The bill also increased food stamp allotments, paying for the increase with a $4 billion tax increase on foreign corporations with U.S. subsidiaries. Other provisions authorize a permanent disaster program, increase funding for conservation and add support for renewable energy.
Bush has threatened to veto the bill if it reaches his desk with the tax provision attached.
"Everyone was willing to take a hit because of budgetary constraints," Emerson said. "It has become a budgetary issue."
Emerson's tour
Emerson represents the 8th Congressional District, which stretches along the Mississippi River from Ste. Genevieve County to the Arkansas border and west deep into the Ozarks. The district includes Mississippi River Delta farmland with Missouri's only cotton and rice production, large tracts of corn and soybeans as well as livestock operations in the upland areas.

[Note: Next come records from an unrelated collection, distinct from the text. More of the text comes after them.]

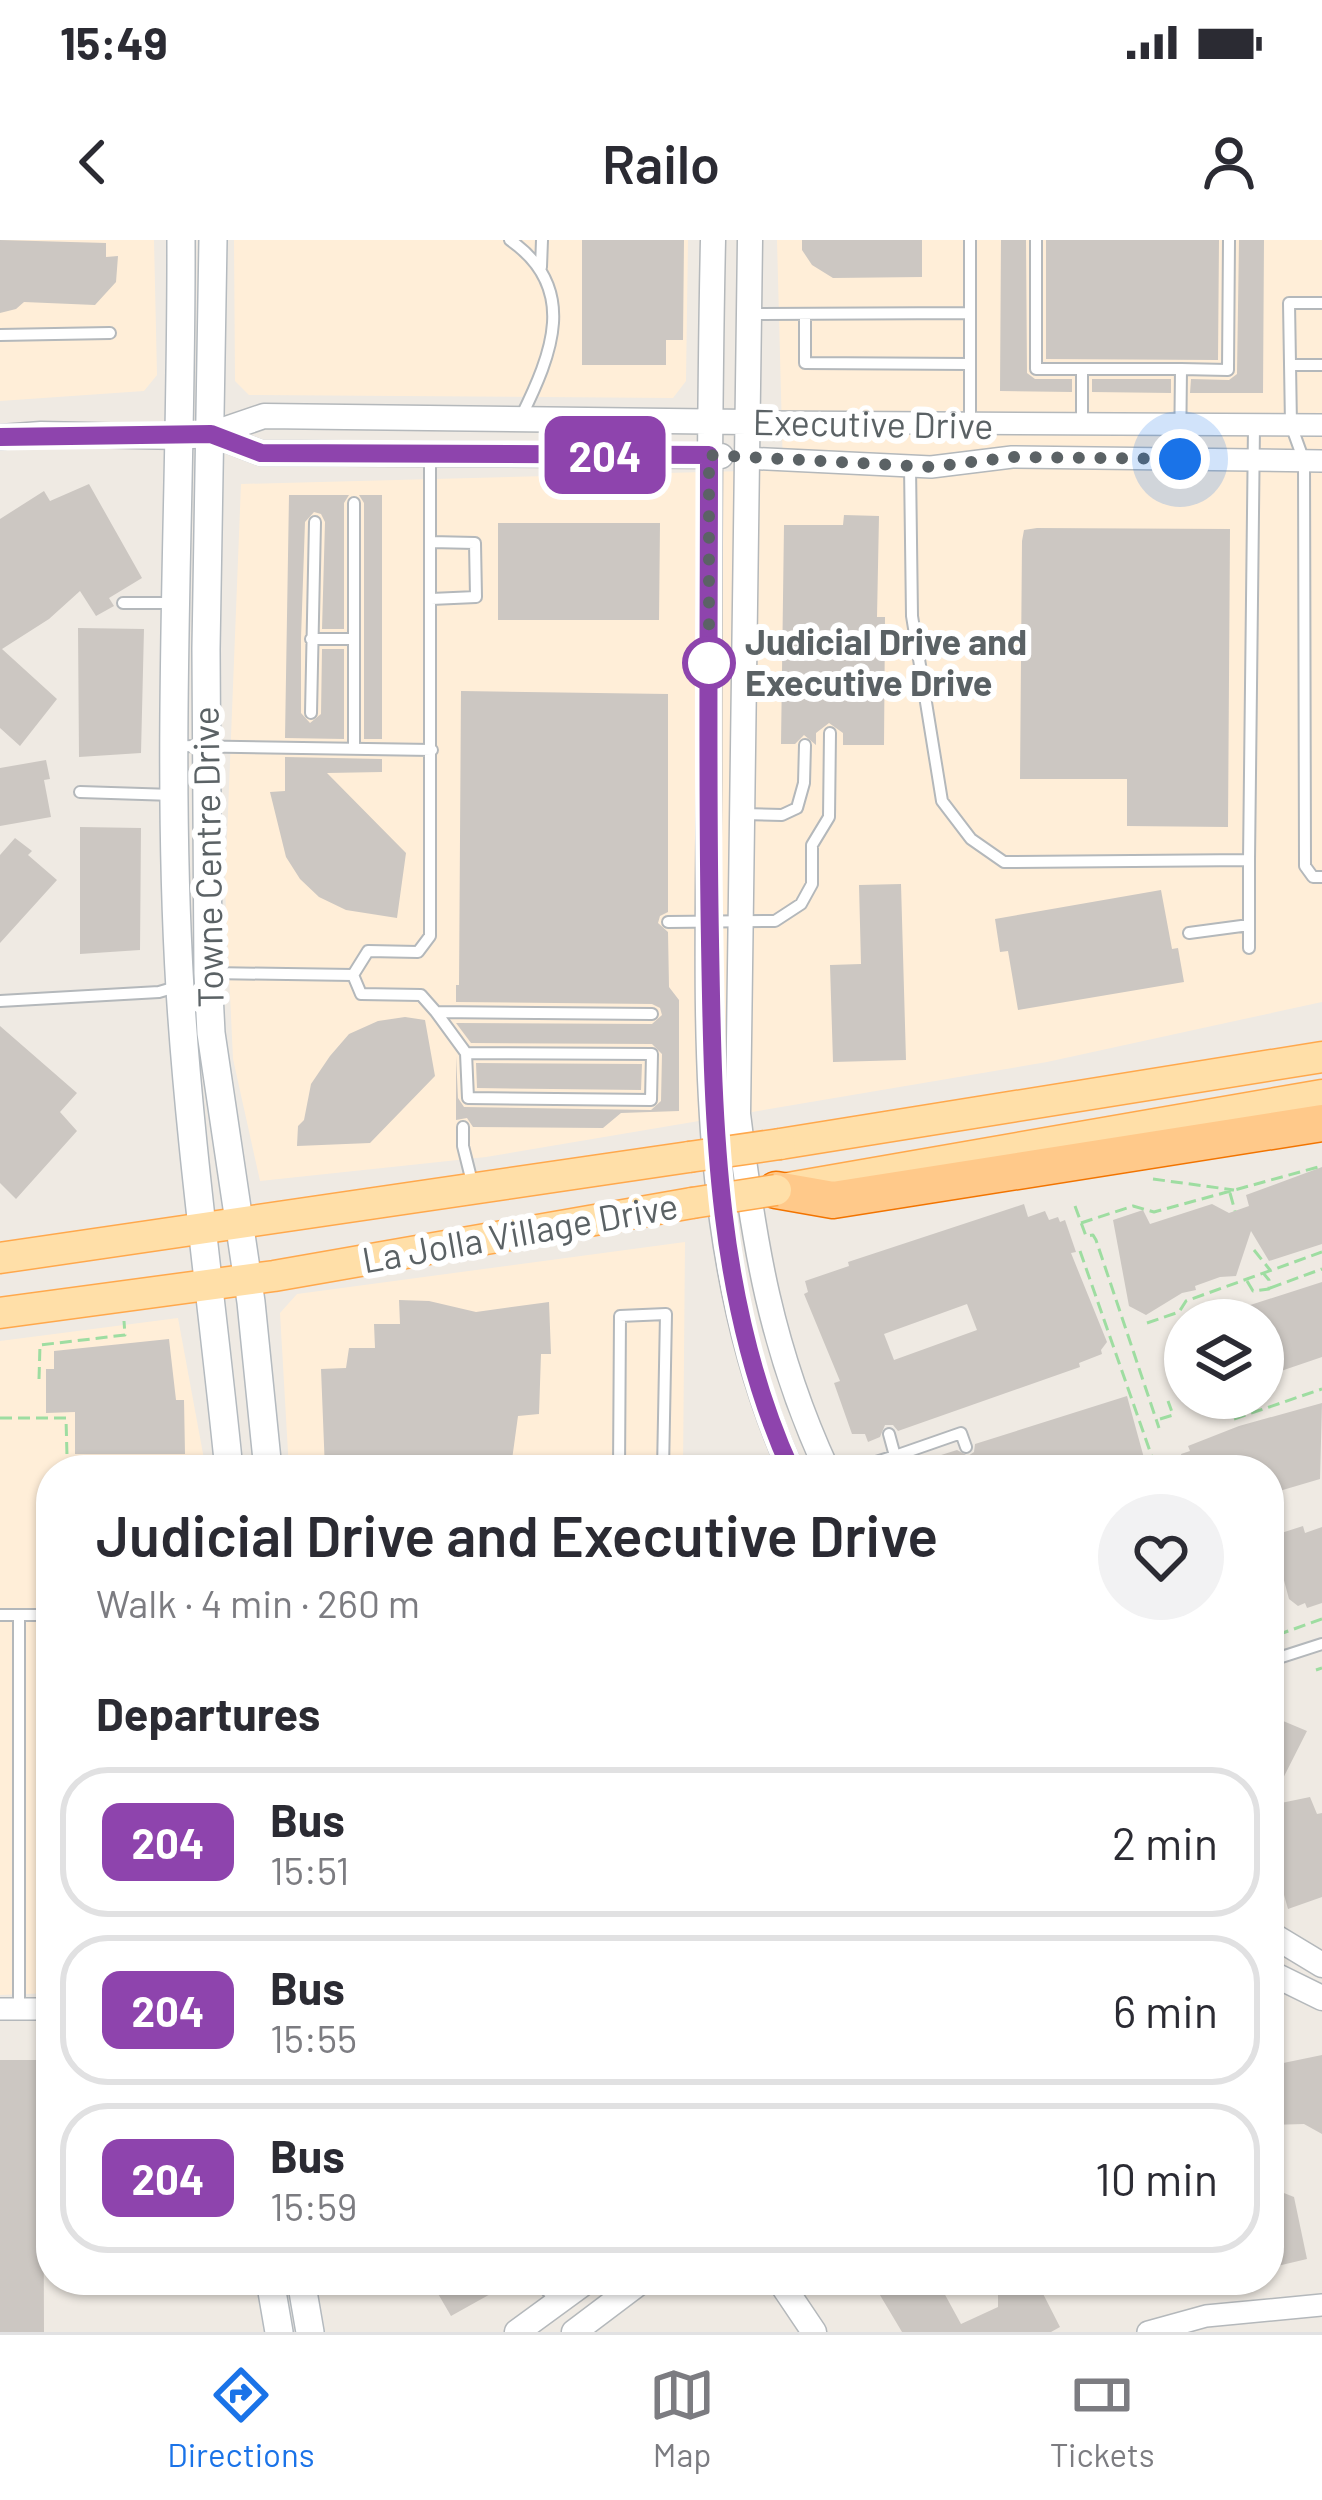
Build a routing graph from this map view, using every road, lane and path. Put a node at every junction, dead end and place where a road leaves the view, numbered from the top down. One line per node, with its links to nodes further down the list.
1 (181, 240): 33 (main road, Towne Centre Drive)
2 (214, 240): 31 (main road, Towne Centre Drive)
3 (510, 240): 10 (lane)
4 (542, 240): 10 (lane)
5 (713, 240): 23 (street)
6 (750, 240): 13 (street)
7 (970, 240): 12 (lane)
8 (1036, 240): 20 (lane)
9 (1229, 240): 21 (lane)
10 (541, 267): 22 (lane)
11 (1322, 303): 18 (lane)
12 (970, 313): 14 (lane); 17 (lane)
13 (748, 314): 14 (lane); 24 (street)
14 (805, 314): 17 (lane)
15 (110, 333): 16 (lane)
16 (0, 335)
17 (970, 364): 25 (lane)
18 (1291, 365): 19 (lane); 26 (lane)
19 (1322, 365)
20 (1082, 369): 21 (lane); 28 (lane)
21 (1181, 369): 29 (lane)
22 (520, 418): 23 (street, Executive Drive); 31 (street, Executive Drive)
23 (709, 421): 24 (street, Executive Drive); 35 (street)
24 (747, 422): 25 (street, Executive Drive); 36 (street)
25 (970, 425): 28 (street, Executive Drive)
26 (1291, 425): 27 (street, Executive Drive); 30 (street, Executive Drive); 39 (lane)
27 (1322, 425)
28 (1082, 426): 29 (street, Executive Drive)
29 (1180, 426): 30 (street, Executive Drive); 37 (lane)
30 (1254, 426): 38 (lane)
31 (211, 434): 33 (street, Executive Drive); 34 (street, Executive Drive); 57 (main road, Towne Centre Drive)
32 (0, 437): 33 (street, Executive Drive)
33 (182, 437): 50 (main road, Towne Centre Drive)
34 (430, 455): 35 (street, Executive Drive); 45 (lane)
35 (709, 455): 36 (street, Executive Drive); 67 (street)
36 (745, 458): 40 (street, Executive Drive); 62 (street)
37 (1180, 459): 38 (street, Executive Drive); 40 (street, Executive Drive)
38 (1254, 460): 39 (street, Executive Drive); 63 (lane)
39 (1313, 461): 44 (lane)
40 (910, 466): 63 (lane)
41 (354, 503): 51 (lane)
42 (315, 522): 52 (lane)
43 (1322, 531): 44 (lane)
44 (1304, 535): 46 (lane)
45 (431, 542): 48 (lane); 48 (lane)
46 (1304, 577): 47 (lane); 64 (lane)
47 (1322, 579)
48 (431, 599): 59 (lane)
49 (123, 603): 50 (lane)
50 (176, 603): 56 (main road, Towne Centre Drive)
51 (354, 639): 52 (lane); 58 (lane)
52 (311, 640): 53 (lane)
53 (311, 713)
54 (830, 733): 65 (lane)
55 (805, 745): 62 (lane)
56 (176, 746): 57 (lane); 61 (main road, Towne Centre Drive)
57 (206, 746): 58 (lane); 71 (main road, Towne Centre Drive)
58 (354, 748): 59 (lane)
59 (432, 750): 72 (lane)
60 (80, 792): 61 (lane)
61 (177, 795): 73 (main road, Towne Centre Drive)
62 (742, 814): 65 (street)
63 (1250, 860): 68 (lane)
64 (1322, 877)
65 (741, 921): 67 (lane); 122 (street)
66 (668, 922): 67 (lane)
67 (709, 922): 121 (street)
68 (1250, 925): 69 (lane); 70 (lane)
69 (1189, 933)
70 (1249, 948)
71 (208, 973): 72 (lane); 89 (main road, Towne Centre Drive)
72 (353, 975): 75 (lane)
73 (180, 986): 74 (lane); 90 (main road, Towne Centre Drive)
74 (0, 1001)
75 (436, 1012): 76 (lane); 77 (lane)
76 (652, 1014)
77 (466, 1054): 77 (lane)
78 (1322, 1057): 83 (main road, La Jolla Village Drive, bridge)
79 (1322, 1094): 84 (main road, La Jolla Village Drive)
80 (1322, 1123): 84 (highway)
81 (463, 1127): 83 (lane)
82 (1322, 1166): 85 (path)
83 (473, 1189): 89 (main road, La Jolla Village Drive)
84 (776, 1190): 98 (main road, La Jolla Village Drive, bridge)
85 (1229, 1192): 87 (path); 88 (path)
86 (1075, 1206): 88 (path)
87 (1235, 1211)
88 (1081, 1223): 105 (path)
89 (240, 1225): 90 (main road, La Jolla Village Drive); 98 (main road, Towne Centre Drive)
90 (202, 1230): 94 (main road, La Jolla Village Drive); 100 (main road, Towne Centre Drive)
91 (1254, 1250): 96 (path)
92 (1080, 1251): 106 (path)
93 (1322, 1252): 96 (path)
94 (0, 1258)
95 (1322, 1269): 101 (path)
96 (1271, 1272): 97 (path)
97 (1263, 1274): 99 (path); 99 (path)
98 (248, 1279): 100 (main road, La Jolla Village Drive); 118 (main road, Towne Centre Drive)
99 (1246, 1280): 104 (path)
100 (210, 1285): 102 (main road, La Jolla Village Drive); 117 (main road, Towne Centre Drive)
101 (1270, 1288)
102 (0, 1312)
103 (124, 1319): 107 (path)
104 (1147, 1323)
105 (1137, 1359): 106 (path); 112 (path)
106 (1120, 1365): 125 (path)
107 (39, 1378)
108 (1322, 1389): 109 (path)
109 (1284, 1402)
110 (0, 1418): 116 (path)
111 (1164, 1418): 112 (path)
112 (1157, 1420): 113 (path)
113 (1160, 1428)
114 (889, 1434): 123 (lane)
115 (966, 1447): 124 (lane)
116 (67, 1455)
117 (230, 1455)
118 (266, 1455)
119 (619, 1455): 120 (lane)
120 (663, 1455)
121 (784, 1455)
122 (820, 1455)
123 (895, 1455)
124 (898, 1455)
125 (1152, 1455)
126 (0, 1615): 127 (lane)
127 (20, 1615): 128 (lane); 137 (lane)
128 (36, 1615)
129 (1322, 1619): 130 (path)
130 (1284, 1633)
131 (1322, 1644): 132 (lane)
132 (1284, 1656)
133 (1284, 1943): 134 (street)
134 (1322, 1966)
135 (1284, 1979): 136 (street)
136 (1322, 1998)
137 (10, 2009)
138 (273, 2295): 146 (main road)
139 (304, 2295): 147 (main road)
140 (551, 2295): 144 (lane)
141 (568, 2295): 144 (street)
142 (623, 2295): 149 (street)
143 (788, 2295): 150 (street)
144 (558, 2303): 148 (street)
145 (1322, 2305): 151 (street)
146 (279, 2332)
147 (310, 2332)
148 (518, 2332)
149 (574, 2332)
150 (814, 2332)
151 (1148, 2332)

Over the next week, Emerson will stop at farms and farm-related businesses as well as meet with representatives of farm groups. She began the tour at Buchheit farm supply store in Jackson, walking through the store with members of the family that founded it.
They explained how their business supplies, and in turn is supplied by, farmers in the region. Margins are squeezed by imports, John Buchheit said as he and Emerson stopped by a display of herbicide products. The product, he said, competes with Chinese imports, which are lower quality but cheaper.

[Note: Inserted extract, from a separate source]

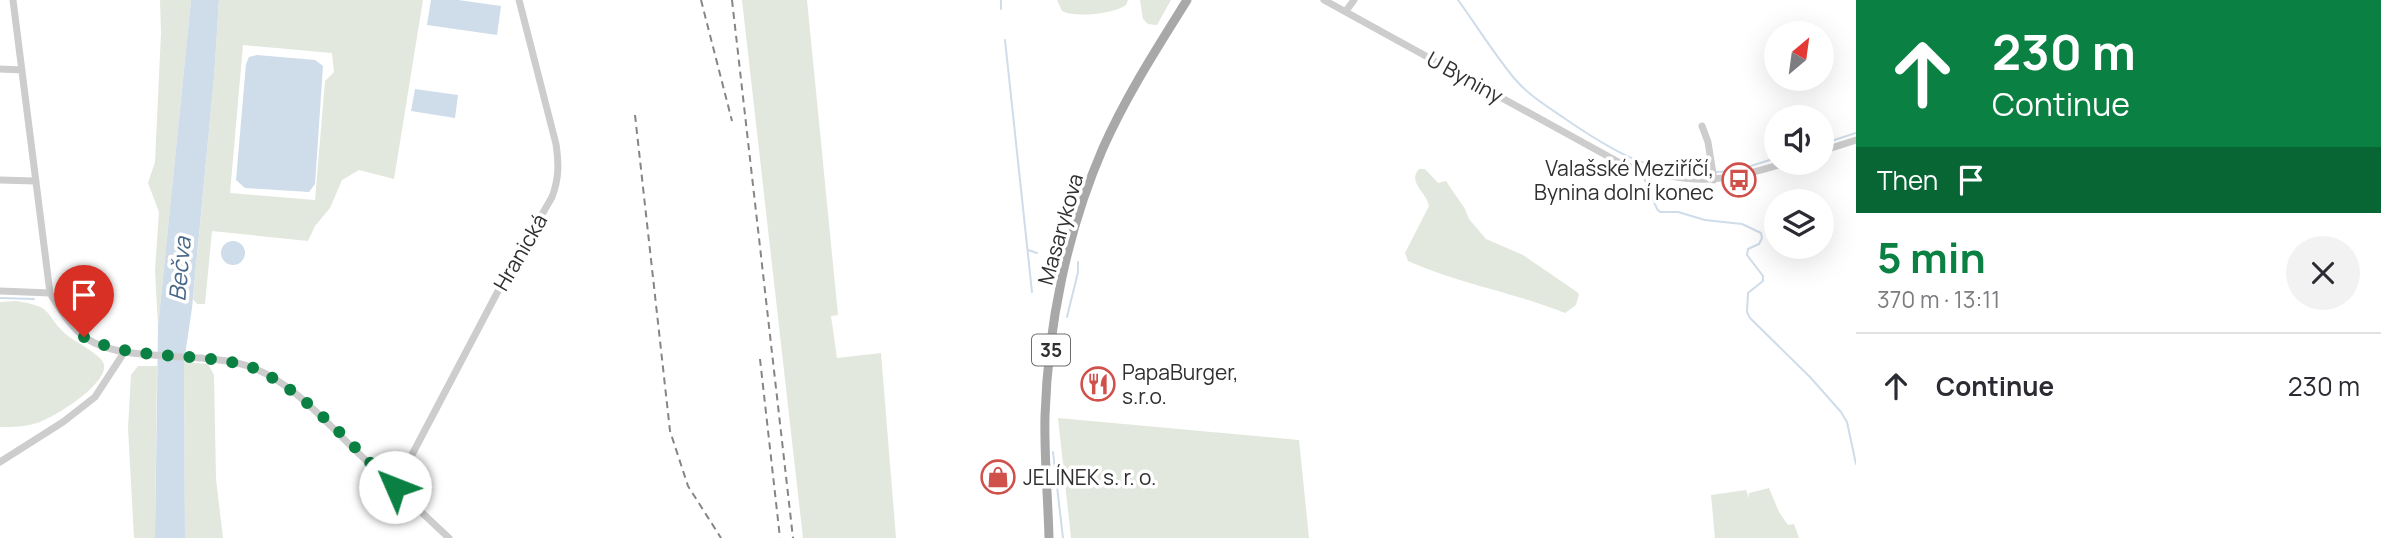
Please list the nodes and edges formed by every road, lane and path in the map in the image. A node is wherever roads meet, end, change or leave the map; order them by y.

But the bottom line, Kenny Buchheit told Emerson, is that the company prospers or suffers with the farmers. "Our largest customer is the farmer," he said. "Our largest supplier is the farmer. How well Buchheits is doing reflects how well farmers are doing."
Water problems
But prolonged drought and rising transportation costs are also getting Emerson's attention. The farm bill would provide a permanent disaster program. This year's corn harvest will be good, with high prices, but soybean yields in Southeast Missouri are in danger without substantial rain and the cotton crop is also suffering, MU Extension agronomist Jeff House said.
Even crops with irrigation are faring poorly in the hot, dry conditions, House said. "With some of these systems, the way the water comes out, it looks like it is evaporating before it hits the ground," he said.
And recent low water on the Mississippi has forced some ports to load barges lighter than usual. But in the next week, heavy rain to the north will push the river to near flood stage at Cape Girardeau, a rise of 17 feet from Friday's level.
That is good news for farmers and shippers, House said, with a record corn harvest already underway. "It will take that problem away," he said.
Emerson, however, was concerned about the costs of transportation, not river levels, when late Friday she called for an investigation of shipper charges. In a letter to the Federal Trade Commission, Emerson questioned transportation charges that are consuming up to 25 percent of the value of grains.
"We're talking about a major percentage of what our farmers earn at market for their crops, and I just cannot accept the justification for it," Emerson said.